Information Processing of Sexual Abuse in Elders

Ann W. Burgess; Paul T. Clements

Disclosures

J Foren Nurs. 2006;2(3):113-120. 

In This Article

PTSD in Elders

PTSD as a formal psychiatric entity appeared in the Diagnostic and Statistical Manual of Mental Disorders in 1980. Until that time, it was recognized that traumatic events could leave a distinct collection of symptoms. For example, rape trauma syndrome was introduced into the literature in 1974 (Burgess & Holmstrom). Until 1980, the symptoms included manifestations of shell shock, combat fatigue, war neurosis, and railroad shock and the majority of persons studied represented younger adults in contrast to person's aged 60 and older.

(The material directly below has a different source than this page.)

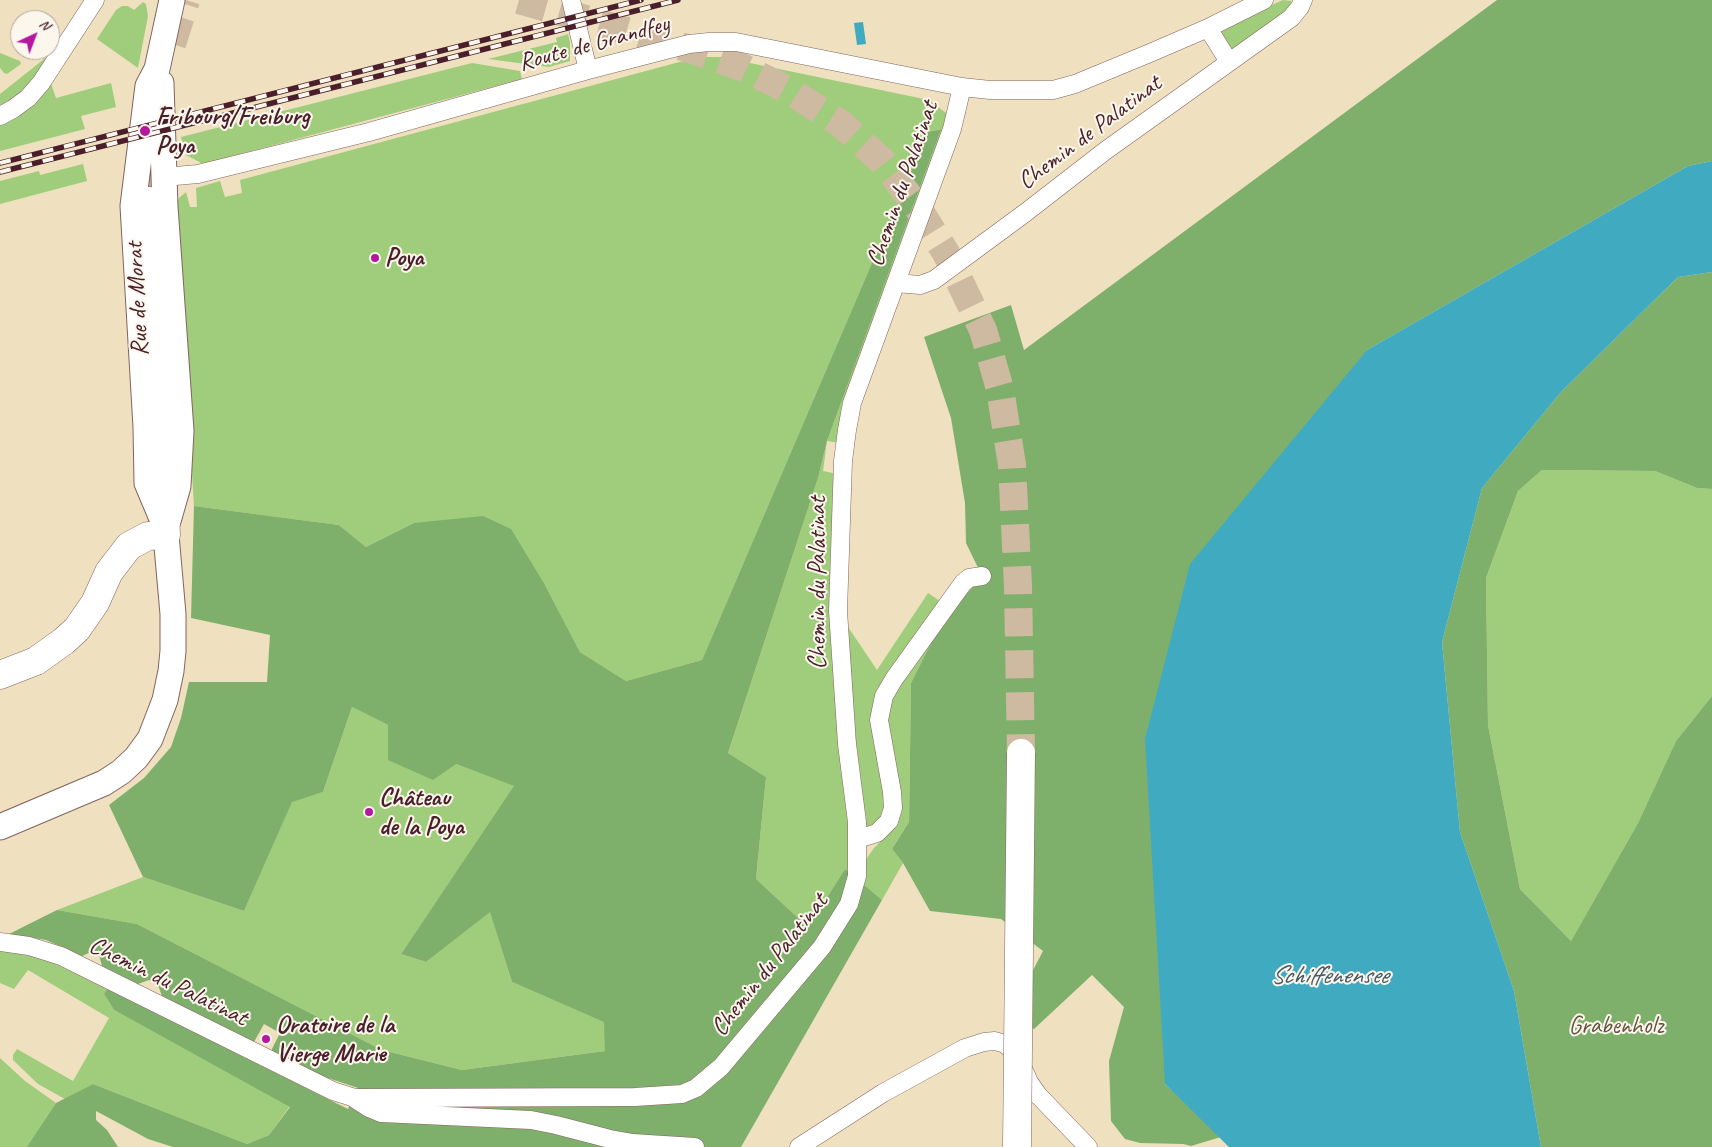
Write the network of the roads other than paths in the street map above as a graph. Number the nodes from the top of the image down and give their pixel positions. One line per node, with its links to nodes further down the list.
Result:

Averill & Beck (2000) note there is no prevalence data on PTSD in elders who have been victimized by others as in a crime or other forms of abuse. However, the literature suggests elder victims may meet the diagnostic criteria for PTSD and, of note, Falk, van Hasselt, & Hersen (1997) suggest older victims of rape are particularly likely to experience PTSD. Delayed onset of PTSD is an infrequently diagnosed variant of the disorder and is receiving attention among older combat veterans (Sleek, 1998). One explanation is that older adults may experience a reduction in physical and mental resilience over time that reduces their ability to "ward off" trauma-related memories and feelings (Aarts & Op Den Velde, 1996). Another explanation is that older adults have more time to reflect on events that occurred earlier in their life after the demands of job and families are lessened, especially with retirement (Averill & Beck, 2000; Ceci & Tabor, 1981; Kahana, 1996; Kahana, Howard, Zaromb, & Wingfield, 2002).

Another reality with older adults is comorbid disorders. There are many medical conditions attributed to elders including cardiac, respiratory, and cognitive problems as well as psychiatric disorders including depression, substance misuse, and personality disorders many of which may mimic diagnoses on the anxiety continuum, including PTSD (Iancu, Sasson, Dannon, & Zohar, 1998; Morrison, 1997).